BRIEF –
Please give the listing again in its entirety, exactly as written.
◇ ◇ ◇ ◇ ◇
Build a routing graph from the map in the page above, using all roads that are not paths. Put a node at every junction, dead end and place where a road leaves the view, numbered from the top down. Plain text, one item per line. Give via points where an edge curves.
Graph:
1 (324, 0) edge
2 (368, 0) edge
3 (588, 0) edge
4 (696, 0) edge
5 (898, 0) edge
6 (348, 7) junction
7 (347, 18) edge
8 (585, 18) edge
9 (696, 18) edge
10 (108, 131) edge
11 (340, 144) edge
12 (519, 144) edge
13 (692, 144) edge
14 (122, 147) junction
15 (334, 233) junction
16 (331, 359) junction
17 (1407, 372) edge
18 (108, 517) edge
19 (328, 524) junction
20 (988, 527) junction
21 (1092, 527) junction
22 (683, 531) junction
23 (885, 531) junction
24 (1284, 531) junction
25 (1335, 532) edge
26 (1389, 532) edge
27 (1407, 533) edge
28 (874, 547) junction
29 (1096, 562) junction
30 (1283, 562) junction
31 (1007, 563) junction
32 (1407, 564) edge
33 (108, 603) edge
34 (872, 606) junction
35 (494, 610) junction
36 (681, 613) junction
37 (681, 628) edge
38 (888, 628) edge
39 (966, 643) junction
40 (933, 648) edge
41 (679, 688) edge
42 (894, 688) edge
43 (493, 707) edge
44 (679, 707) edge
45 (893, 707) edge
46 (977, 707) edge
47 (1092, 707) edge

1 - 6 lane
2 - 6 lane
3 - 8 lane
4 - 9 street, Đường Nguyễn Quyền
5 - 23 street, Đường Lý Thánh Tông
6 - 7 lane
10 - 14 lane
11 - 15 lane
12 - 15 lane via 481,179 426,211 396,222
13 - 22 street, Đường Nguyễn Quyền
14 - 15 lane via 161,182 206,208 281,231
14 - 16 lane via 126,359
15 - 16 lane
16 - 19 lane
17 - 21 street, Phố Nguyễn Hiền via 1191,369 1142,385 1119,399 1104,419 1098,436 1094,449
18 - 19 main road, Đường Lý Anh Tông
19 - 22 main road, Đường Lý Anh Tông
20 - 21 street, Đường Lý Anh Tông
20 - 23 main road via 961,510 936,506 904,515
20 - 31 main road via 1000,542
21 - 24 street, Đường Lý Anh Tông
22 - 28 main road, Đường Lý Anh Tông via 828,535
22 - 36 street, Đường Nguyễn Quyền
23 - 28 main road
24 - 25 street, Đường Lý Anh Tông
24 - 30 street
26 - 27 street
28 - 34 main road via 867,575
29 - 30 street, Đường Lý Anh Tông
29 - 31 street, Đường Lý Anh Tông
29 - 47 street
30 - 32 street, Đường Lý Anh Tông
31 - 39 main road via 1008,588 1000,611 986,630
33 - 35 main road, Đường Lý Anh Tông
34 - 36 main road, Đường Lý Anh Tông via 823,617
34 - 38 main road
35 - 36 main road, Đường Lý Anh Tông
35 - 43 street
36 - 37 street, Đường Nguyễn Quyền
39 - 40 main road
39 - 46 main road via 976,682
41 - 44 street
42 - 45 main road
◇ ◇ ◇ ◇ ◇
RESULT –
Build a routing graph from the map in the page above, using all roads that are not paths. Put a node at every junction, dead end and place where a road leaves the view, numbered from the top down. Plain text, one item per line. Give via points where an edge curves.
Graph:
1 (324, 0) edge
2 (368, 0) edge
3 (588, 0) edge
4 (696, 0) edge
5 (898, 0) edge
6 (348, 7) junction
7 (347, 18) edge
8 (585, 18) edge
9 (696, 18) edge
10 (108, 131) edge
11 (340, 144) edge
12 (519, 144) edge
13 (692, 144) edge
14 (122, 147) junction
15 (334, 233) junction
16 (331, 359) junction
17 (1407, 372) edge
18 (108, 517) edge
19 (328, 524) junction
20 (988, 527) junction
21 (1092, 527) junction
22 (683, 531) junction
23 (885, 531) junction
24 (1284, 531) junction
25 (1335, 532) edge
26 (1389, 532) edge
27 (1407, 533) edge
28 (874, 547) junction
29 (1096, 562) junction
30 (1283, 562) junction
31 (1007, 563) junction
32 (1407, 564) edge
33 (108, 603) edge
34 (872, 606) junction
35 (494, 610) junction
36 (681, 613) junction
37 (681, 628) edge
38 (888, 628) edge
39 (966, 643) junction
40 (933, 648) edge
41 (679, 688) edge
42 (894, 688) edge
43 (493, 707) edge
44 (679, 707) edge
45 (893, 707) edge
46 (977, 707) edge
47 (1092, 707) edge

1 - 6 lane
2 - 6 lane
3 - 8 lane
4 - 9 street, Đường Nguyễn Quyền
5 - 23 street, Đường Lý Thánh Tông
6 - 7 lane
10 - 14 lane
11 - 15 lane
12 - 15 lane via 481,179 426,211 396,222
13 - 22 street, Đường Nguyễn Quyền
14 - 15 lane via 161,182 206,208 281,231
14 - 16 lane via 126,359
15 - 16 lane
16 - 19 lane
17 - 21 street, Phố Nguyễn Hiền via 1191,369 1142,385 1119,399 1104,419 1098,436 1094,449
18 - 19 main road, Đường Lý Anh Tông
19 - 22 main road, Đường Lý Anh Tông
20 - 21 street, Đường Lý Anh Tông
20 - 23 main road via 961,510 936,506 904,515
20 - 31 main road via 1000,542
21 - 24 street, Đường Lý Anh Tông
22 - 28 main road, Đường Lý Anh Tông via 828,535
22 - 36 street, Đường Nguyễn Quyền
23 - 28 main road
24 - 25 street, Đường Lý Anh Tông
24 - 30 street
26 - 27 street
28 - 34 main road via 867,575
29 - 30 street, Đường Lý Anh Tông
29 - 31 street, Đường Lý Anh Tông
29 - 47 street
30 - 32 street, Đường Lý Anh Tông
31 - 39 main road via 1008,588 1000,611 986,630
33 - 35 main road, Đường Lý Anh Tông
34 - 36 main road, Đường Lý Anh Tông via 823,617
34 - 38 main road
35 - 36 main road, Đường Lý Anh Tông
35 - 43 street
36 - 37 street, Đường Nguyễn Quyền
39 - 40 main road
39 - 46 main road via 976,682
41 - 44 street
42 - 45 main road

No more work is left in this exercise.